Explore MLflow for model registry and experiment tracking.

In [None]:
import mlflow
from mlflow.tracking import MlflowClient

# Set tracking URI
mlflow.set_tracking_uri(MLFLOW_URL)

# Test connection
try:
    client = MlflowClient()
    experiments = client.search_experiments()
    print(f"MLflow connection successful!")
    print(f"Found {len(experiments)} experiments")
    MLFLOW_HEALTHY = True
except Exception as e:
    print(f"MLflow connection failed: {e}")
    MLFLOW_HEALTHY = False

In [None]:
# List all experiments
if MLFLOW_HEALTHY:
    print("=" * 60)
    print("MLFLOW EXPERIMENTS")
    print("=" * 60)
    
    for exp in experiments:
        print(f"\nExperiment: {exp.name}")
        print(f"  ID: {exp.experiment_id}")
        print(f"  Artifact Location: {exp.artifact_location}")
        print(f"  Lifecycle Stage: {exp.lifecycle_stage}")

In [None]:
# List registered models
if MLFLOW_HEALTHY:
    models = client.search_registered_models()
    
    print("=" * 60)
    print("REGISTERED MODELS")
    print("=" * 60)
    
    if models:
        for model in models:
            print(f"\nModel: {model.name}")
            print(f"  Description: {model.description or 'N/A'}")
            
            # Get latest versions
            for version in model.latest_versions:
                print(f"  Version {version.version}:")
                print(f"    Stage: {version.current_stage}")
                print(f"    Run ID: {version.run_id[:8]}...")
    else:
        print("No registered models found")

In [None]:
# Get runs from fraud-detection experiment
if MLFLOW_HEALTHY:
    try:
        exp = client.get_experiment_by_name("fraud-detection")
        if exp:
            runs = client.search_runs(
                experiment_ids=[exp.experiment_id],
                max_results=5,
                order_by=["start_time DESC"]
            )
            
            print("Recent runs from 'fraud-detection' experiment:")
            print("-" * 60)
            for run in runs:
                print(f"\nRun: {run.info.run_id[:8]}...")
                print(f"  Status: {run.info.status}")
                print(f"  Start: {run.info.start_time}")
                
                # Show key metrics
                metrics = run.data.metrics
                if 'accuracy' in metrics:
                    print(f"  Accuracy: {metrics['accuracy']:.4f}")
                if 'f1_score' in metrics:
                    print(f"  F1 Score: {metrics['f1_score']:.4f}")
        else:
            print("Experiment 'fraud-detection' not found")
    except Exception as e:
        print(f"Error: {e}")

In [None]:
# Load a model (if available)
if MLFLOW_HEALTHY:
    try:
        # Try to load production model
        model_uri = "models:/fraud-detector/Production"
        model = mlflow.pyfunc.load_model(model_uri)
        print(f"Loaded model from: {model_uri}")
        print(f"Model type: {type(model)}")
    except Exception as e:
        print(f"Could not load production model: {e}")
        print("This is expected if no model is in Production stage")

---
## 7. Feature Registry & Generator <a id='7-feature-registry'></a>

Explore the feature registry YAML and code generator.

In [None]:
import yaml

# Load feature registry
registry_path = os.path.join(PROJECT_ROOT, 'feature_registry', 'fraud_detection.yaml')

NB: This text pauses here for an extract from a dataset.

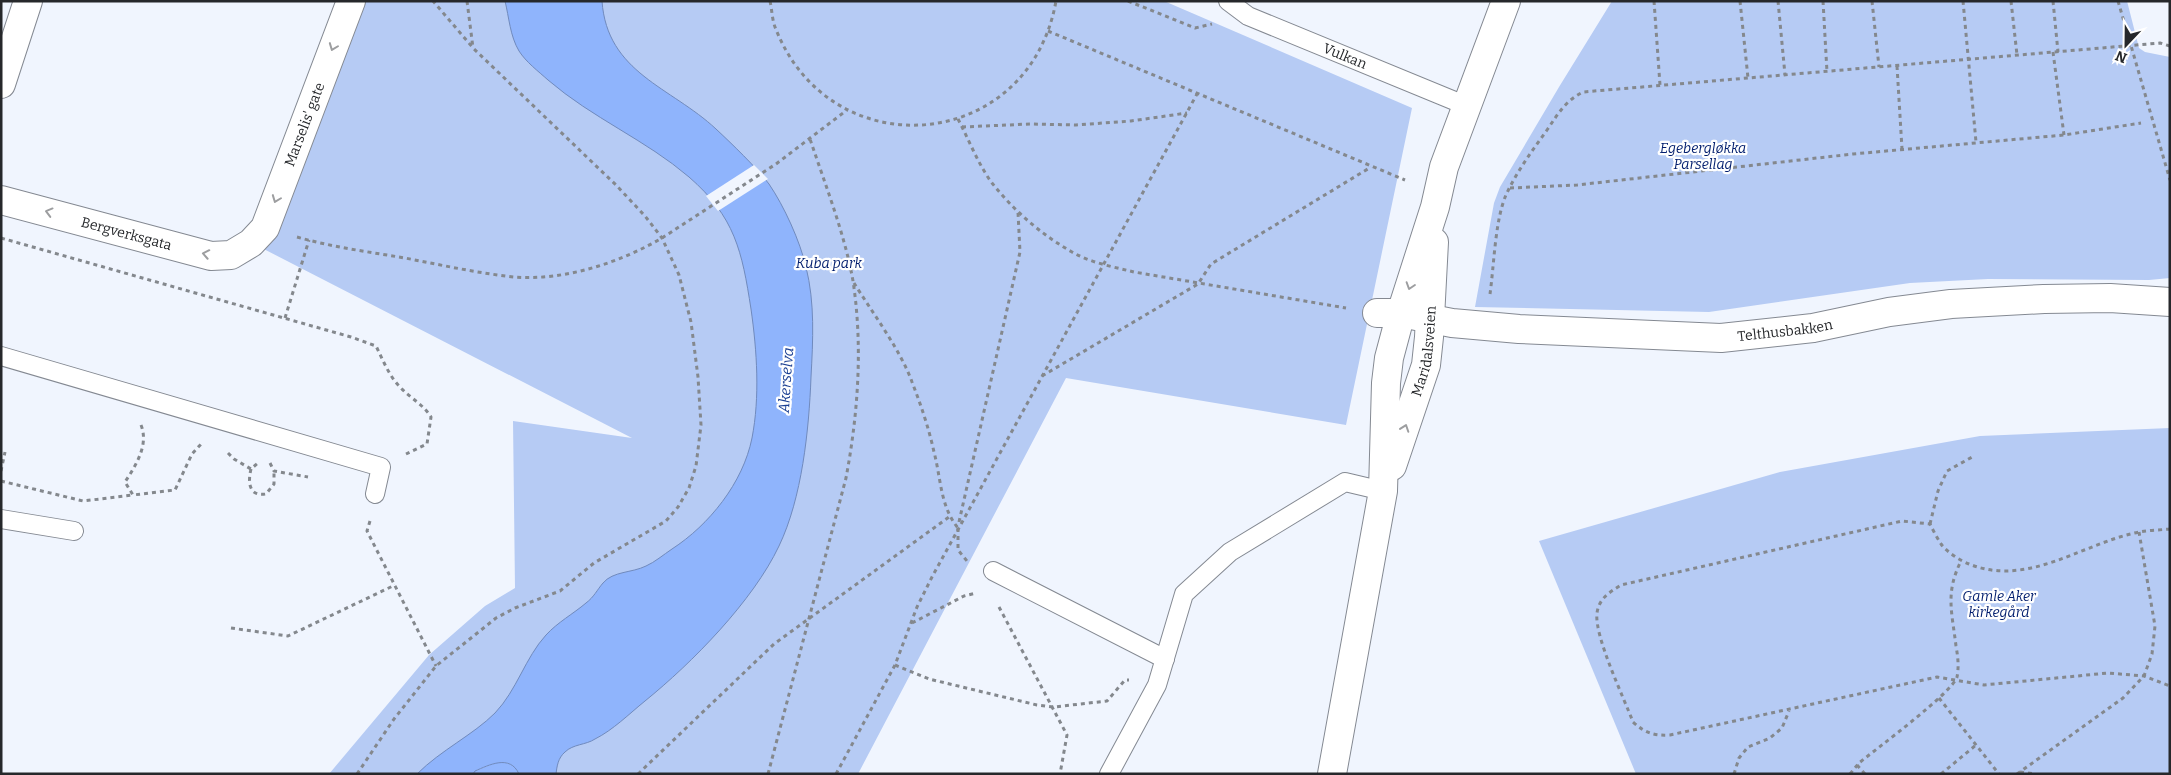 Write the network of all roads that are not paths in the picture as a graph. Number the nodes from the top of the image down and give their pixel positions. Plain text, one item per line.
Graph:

with open(registry_path, 'r') as f:
    registry = yaml.safe_load(f)

print("=" * 60)
print("FEATURE REGISTRY STRUCTURE")
print("=" * 60)
print(f"Project: {registry['project']['name']}")
print(f"Version: {registry['project']['version']}")
print(f"Description: {registry['project']['description']}")

In [None]:
# Explore entities
print("ENTITIES")
print("-" * 40)
for name, entity in registry['entities'].items():
    print(f"  {name}:")
    print(f"    Join Key: {entity['join_key']}")
    print(f"    Type: {entity['type']}")
    print(f"    Description: {entity['description']}")

In [None]:
# Explore feature groups
print("FEATURE GROUPS")
print("-" * 40)
for group_name, group in registry['features'].items():
    columns = group.get('columns', [])
    print(f"\n{group_name}:")
    print(f"  Entity: {group.get('entity', 'N/A')}")
    print(f"  TTL Days: {group.get('ttl_days', 'N/A')}")
    print(f"  Online: {group.get('online', False)}")
    print(f"  Columns: {len(columns)}")
    
    # Show first 3 columns as sample
    for col in columns[:3]:
        print(f"    - {col['name']}: {col['type']}")

In [None]:
# Explore streaming configuration
if 'streaming' in registry:
    streaming = registry['streaming']
    print("STREAMING CONFIGURATION")
    print("-" * 40)
    print(f"Source Topic: {streaming.get('source_topic')}")
    print(f"Output Topic: {streaming.get('output_topic')}")
    print(f"Value Format: {streaming.get('value_format')}")
    
    # Windows
    print(f"\nWindows:")
    for window in streaming.get('windows', []):
        duration = window['duration_seconds']
        agg_count = len(window.get('aggregations', []))
        print(f"  {window['name']}: {duration}s, {agg_count} aggregations")
    
    # Computed flags
    print(f"\nComputed Flags:")
    for flag in streaming.get('computed_flags', []):
        print(f"  {flag['name']}: {flag['logic']}")

In [None]:
# Use the generator
try:
    from feature_registry.generator import FeatureGenerator
    
    generator = FeatureGenerator.from_yaml(registry_path)
    
    print("Feature Generator loaded successfully!")
    print(f"Project: {generator.registry.project_name}")
    print(f"Source Table: {generator.registry.source_table}")
    print(f"Output Table: {generator.registry.output_table}")
    print(f"Feature Groups: {len(generator.registry.feature_groups)}")
    print(f"Feature Order: {len(generator.registry.feature_order)} features")
except ImportError as e:
    print(f"Could not import generator: {e}")

In [None]:
# Generate SQL sample
try:
    sql = generator.generate_sql()
    print("GENERATED SQL (first 100 lines):")
    print("=" * 60)
    for i, line in enumerate(sql.split('\n')[:100]):
        print(f"{i+1:3d} | {line}")
except Exception as e:
    print(f"Error: {e}")

In [None]:
# Generate ksqlDB sample
try:
    if generator.registry.streaming:
        ksql = generator.generate_ksqldb_streams()
        print("GENERATED ksqlDB STREAMS (first 50 lines):")
        print("=" * 60)
        for i, line in enumerate(ksql.split('\n')[:50]):
            print(f"{i+1:3d} | {line}")
    else:
        print("No streaming config in registry")
except Exception as e:
    print(f"Error: {e}")

---
## 8. Streaming - Kafka <a id='8-kafka'></a>

Explore Kafka topics and messages.

In [2]:
from kafka import KafkaAdminClient, KafkaConsumer, KafkaProducer
from kafka.admin import NewTopic

# Connect to Kafka
try:
    admin = KafkaAdminClient(bootstrap_servers=KAFKA_BOOTSTRAP)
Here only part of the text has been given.